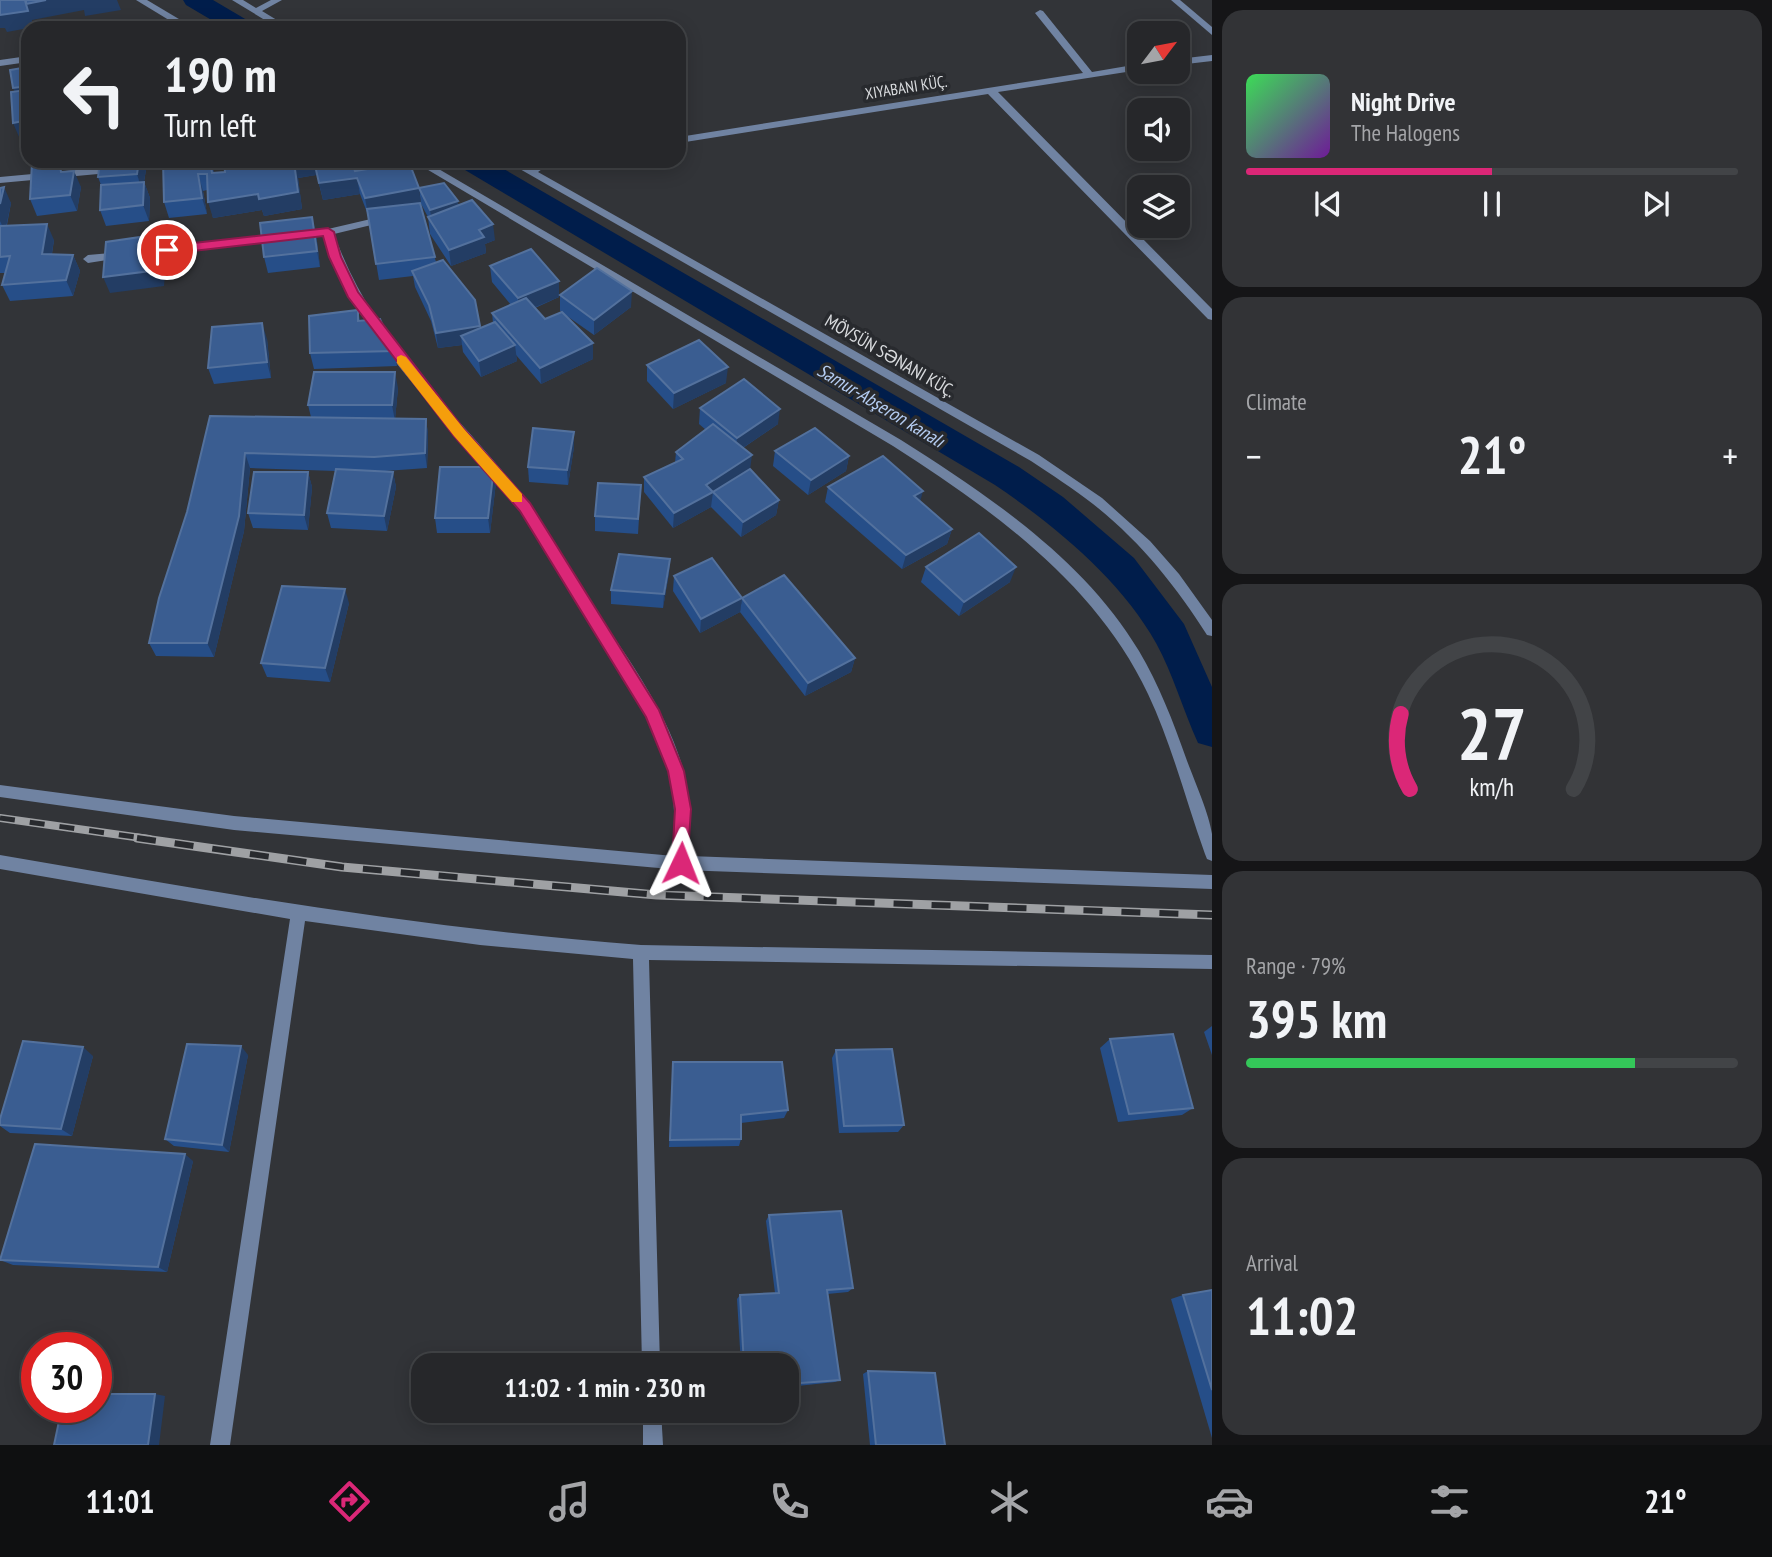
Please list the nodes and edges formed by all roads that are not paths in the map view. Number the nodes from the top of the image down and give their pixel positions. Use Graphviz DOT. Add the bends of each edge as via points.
graph roads {
  1 [pos="140,0"];
  2 [pos="236,0"];
  3 [pos="278,0"];
  4 [pos="1175,0"];
  5 [pos="256,11"];
  6 [pos="1040,13"];
  7 [pos="177,21"];
  8 [pos="273,21"];
  9 [pos="1212,32"];
  10 [pos="1212,58"];
  11 [pos="21,60"];
  12 [pos="1190,61"];
  13 [pos="0,63"];
  14 [pos="1127,69"];
  15 [pos="1089,74"];
  16 [pos="990,90"];
  17 [pos="686,139"];
  18 [pos="131,168"];
  19 [pos="430,168"];
  20 [pos="523,168"];
  21 [pos="537,168"];
  22 [pos="530,172"];
  23 [pos="0,180"];
  24 [pos="398,216"];
  25 [pos="328,232"];
  26 [pos="88,258"];
  27 [pos="1212,316"];
  28 [pos="1212,631"];
  29 [pos="0,790"];
  30 [pos="1212,854"];
  31 [pos="0,862"];
  32 [pos="681,863"];
  33 [pos="1212,883"];
  34 [pos="299,914"];
  35 [pos="641,953"];
  36 [pos="1212,962"];
  37 [pos="651,1353"];
  38 [pos="652,1423"];
  39 [pos="220,1445"];
  40 [pos="653,1445"];
  1 -- 7 [label="street"];
  2 -- 5 [label="street"];
  3 -- 5 [label="street"];
  4 -- 9 [label="street"];
  5 -- 8 [label="street"];
  6 -- 15 [label="street"];
  10 -- 12 [label="street"];
  11 -- 13 [label="street"];
  14 -- 15 [label="street, XIYABANI KÜÇ."];
  15 -- 16 [label="street, XIYABANI KÜÇ."];
  16 -- 17 [label="street, XIYABANI KÜÇ."];
  16 -- 27 [label="street"];
  18 -- 23 [label="street"];
  19 -- 30 [label="street" via="897,443 965,486 1026,535 1120,632 1154,692"];
  20 -- 22 [label="street, MÖVSÜN SƏNANI KÜÇ."];
  21 -- 22 [label="street"];
  22 -- 28 [label="street, MÖVSÜN SƏNANI KÜÇ." via="1035,458 1099,502 1151,552 1191,597"];
  24 -- 25 [label="street"];
  25 -- 26 [label="street"];
  25 -- 32 [label="street" via="353,294 459,433 525,507 653,714 676,771 683,809"];
  29 -- 32 [label="street" via="234,823"];
  31 -- 34 [label="street"];
  32 -- 33 [label="street"];
  34 -- 35 [label="street"];
  34 -- 39 [label="street"];
  35 -- 36 [label="street"];
  35 -- 37 [label="street"];
  38 -- 40 [label="street"];
}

* Brief: Show all of the lines above in which "MÖVSÜN" is present.

* Answer space:
  20 -- 22 [label="street, MÖVSÜN SƏNANI KÜÇ."];
  22 -- 28 [label="street, MÖVSÜN SƏNANI KÜÇ." via="1035,458 1099,502 1151,552 1191,597"];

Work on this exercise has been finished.